● Directions
Please return all of the records verbatim, with the pictures omitted.

[Stored items]

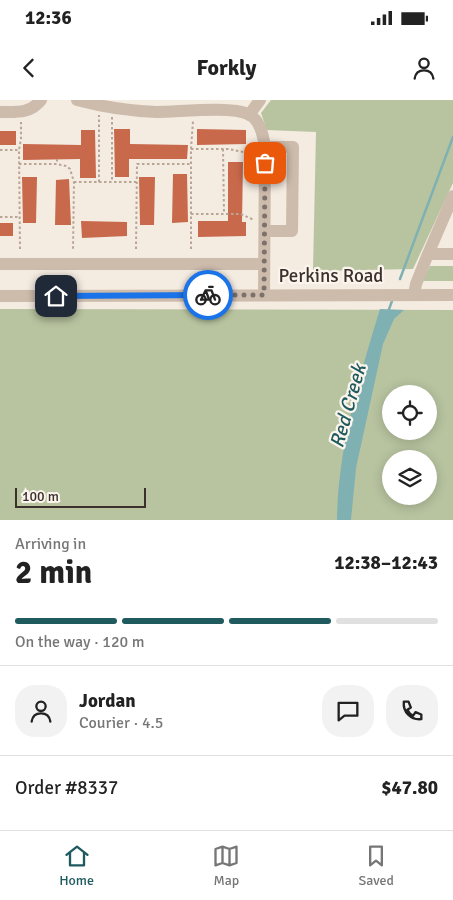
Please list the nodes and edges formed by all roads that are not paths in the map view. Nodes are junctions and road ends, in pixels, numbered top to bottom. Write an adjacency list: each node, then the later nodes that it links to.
1 (41, 100): 6 (street)
2 (78, 100): 4 (street)
3 (260, 100): 7 (street)
4 (107, 105): 5 (street)
5 (156, 106): 7 (street)
6 (0, 112)
7 (249, 114): 8 (street)
8 (265, 147): 10 (street); 10 (street)
9 (453, 196): 11 (street)
10 (265, 229): 14 (street)
11 (428, 254): 12 (street); 16 (street)
12 (453, 254)
13 (0, 264): 14 (street)
14 (264, 264): 15 (street)
15 (264, 295): 16 (street, Perkins Road); 18 (street, Perkins Road)
16 (414, 295): 17 (street, Perkins Road)
17 (453, 295)
18 (0, 296)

● Written answer
Please list the nodes and edges formed by all roads that are not paths in the map view. Nodes are junctions and road ends, in pixels, numbered top to bottom. Write an adjacency list: each node, then the later nodes that it links to.
1 (41, 100): 6 (street)
2 (78, 100): 4 (street)
3 (260, 100): 7 (street)
4 (107, 105): 5 (street)
5 (156, 106): 7 (street)
6 (0, 112)
7 (249, 114): 8 (street)
8 (265, 147): 10 (street); 10 (street)
9 (453, 196): 11 (street)
10 (265, 229): 14 (street)
11 (428, 254): 12 (street); 16 (street)
12 (453, 254)
13 (0, 264): 14 (street)
14 (264, 264): 15 (street)
15 (264, 295): 16 (street, Perkins Road); 18 (street, Perkins Road)
16 (414, 295): 17 (street, Perkins Road)
17 (453, 295)
18 (0, 296)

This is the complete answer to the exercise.